The EVF is used to detect the most probable eye regions. The correlation is calculated between the EVF and eye/noneye variance images on the face. The correlation is defined as:

$\displaystyle R\left({V_{\sigma},F_{e}}\right)=\frac{E\left[{\left({\xi_{V_{% \sigma i}}-E\left({\xi_{V_{\sigma i}}}\right)}\right)\left({\xi_{F_{e}}-E\left% ({\xi_{F_{e}}}\right)}\right)}\right]}{\sqrt{D\left({\xi_{V_{\sigma i}}}\right% )D\left({\xi_{F_{e}}}\right)}}$ (4)

where $\xi_{V_{\sigma i}}$ and $\xi_{F_{e}}$ are the concatenated vectors of the variance image of the possible eye regions and $F_{e}$ , respectively. The $E(\bullet)$ and $D(\bullet)$ represent the mathematical expectation and variance of the random variable, respectively.

In order to calculate the EVF correlation value, another 60 images with 30 noneye images and 30 eye images are extracted from our eye database. The variance images of the noneye images are constructed in the same manner as the eye variance image. Figure 4 shows that the eye region images have correlation values greater than 0.32, while the noneye region images have correlation values less than 0.32. So 0.32 can be taken as the EVF threshold.
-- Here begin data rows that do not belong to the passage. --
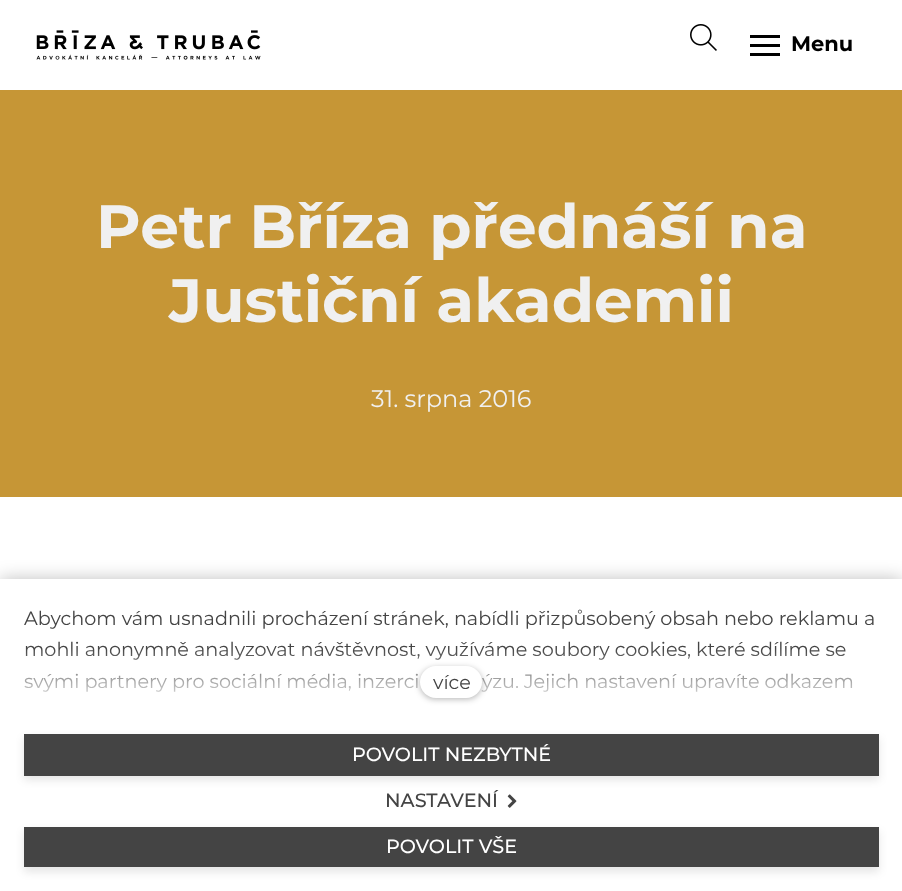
async function draw(canvas) {
	canvas.width = 902;
	canvas.height = 891;
	const c = canvas.getContext('2d');
	c.miterLimit = 4;
	c.fontKerning = 'normal';
	async function loadImage(src) {
		const img = new Image();
		img.src = src;
		await img.decode();
		return img;
	}
	let gradient;

	c.fillStyle = '#fff';
	c.fillRect(0, 0, 902, 891);
	c.drawImage(await loadImage('img1.png'), 36, 30, 225, 30);
	c.drawImage(await loadImage('img2.png'), 690, 24, 27, 27);
	for (const [x, y, w, h, color] of [
		[750, 35, 30, 3, '#000'],
		[750, 44, 30, 3, '#000'],
		[750, 53, 30, 3, '#000'],
	]) {
		c.fillStyle = color;
		c.fillRect(x, y, w, h);
	}
	c.font = 'bold 21px Montserrat';
	c.fillText('Menu', 791, 51);
	c.fillStyle = '#c69636';
	c.fillRect(0, 90, 902, 407);
	c.font = 'bold 61.25px Montserrat';
	c.fillStyle = '#f0f0f0';
	c.fillText('Petr Bříza přednáší na', 96, 248);
	c.fillText('Justiční akademii', 169, 322);
	c.font = '24px Montserrat';
	c.fillText('31. srpna 2016', 371, 407);
	c.fillStyle = '#00000040';
	c.filter = 'blur(9px)';
	c.beginPath();
	c.rect(0, 579, 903, 312);
	c.fill();
	c.filter = 'none';
	c.fillStyle = '#fff';
	c.fillRect(0, 579, 902, 312);
	c.font = '19.2px Montserrat';
	c.fillStyle = '#444';
	for (const [text, x, y] of [
		['Abychom vám usnadnili procházení stránek, nabídli přizpůsobený obsah nebo reklamu a', 24, 625],
		['mohli anonymně analyzovat návštěvnost, využíváme soubory cookies, které sdílíme se', 24, 656],
		['svými partnery pro sociální média, inzerci', 24, 688],
		['ýzu. Jejich nastavení upravíte odkazem', 482, 688],
	]) {
		c.fillText(text, x, y);
	}
	gradient = c.createLinearGradient(452, 710, 452, 648);
	gradient.addColorStop(0, '#fff');
	gradient.addColorStop(1, '#ffffff00');
	c.fillStyle = gradient;
	c.fillRect(24, 649, 829, 43);
	c.fillStyle = '#0000004d';
	c.filter = 'blur(3px)';
	c.beginPath();
	c.roundRect(420, 668, 62, 31, 15.5);
	c.fill();
	c.filter = 'none';
	c.fillStyle = '#fff';
	c.beginPath();
	c.roundRect(420, 666, 62, 32, 16);
	c.fill();
	c.fillStyle = '#444';
	c.fillText('více', 433, 689);
	c.fillStyle = '#0000001a';
	c.filter = 'blur(4.5px)';
	c.beginPath();
	c.rect(24, 738, 855, 42);
	c.fill();
	c.filter = 'none';
	c.fillStyle = '#444';
	c.fillRect(24, 734, 855, 42);
	c.font = '500 19.2px Montserrat';
	c.fillStyle = '#fff';
	c.fillText('POVOLIT NEZBYTNÉ', 352, 761);
	c.fillStyle = '#444';
	c.fillText('NASTAVENÍ', 385, 807);
	c.drawImage(await loadImage('img3.png'), 507, 794, 10, 14);
	c.fillStyle = '#0000001a';
	c.filter = 'blur(4.5px)';
	c.beginPath();
	c.rect(24, 831, 855, 41);
	c.fill();
	c.filter = 'none';
	c.fillStyle = '#444';
	c.fillRect(24, 827, 855, 40);
	c.fillStyle = '#fff';
	c.fillText('POVOLIT VŠE', 386, 853);
}

draw(document.querySelector('canvas'));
Consequently, the role of the EVF in the process of eye detection is used to filter out most of the noneye images and keep the more probable eye regions possibility, i.e. candidate eyes.

Figure 4.

Correlation between eye/noneye images and EVF.

3.2 CNN feature extractor

A Convolutional Neural Network is a multi-layered neural network with a deep supervised learning architecture [28]. The CNN architecture consists of two parts: an automatic feature extractor and a trainable classifier. In our research, the trainable classifier is replaced by the SVM classifier and the CNN is used as the feature extractor. Figure 5 shows the architecture of CNN with a SVM classifier.

Figure 5.

The architecture of CNN with SVM. Conv: Convolution, Subs: Subsampling.

As shown in Fig. 5, the CNN consists of 7 layers, including an input layer, convolution layer, subsampling layer, full connected layer and output layer. Layers C1 through C5 are used for eye image feature extraction. In this processing, a series of successive convolutions and subsampling operations are performed. Each layer is composed of multiple two dimensional planes called feature maps, and each feature map contains multiple independent neurons. Each neuron on a feature map receives inputs from a small neighborhood (identified as the “receptive field” in [29]) in the previous layer. All the neurons in one feature map share the same kernel and connecting weights [29]. The neurons can extract elementary visual features such as oriented edges, end-points, or corners from receptive fields. Extracted features are then combined by the subsequent layers in order to obtaining high-level features.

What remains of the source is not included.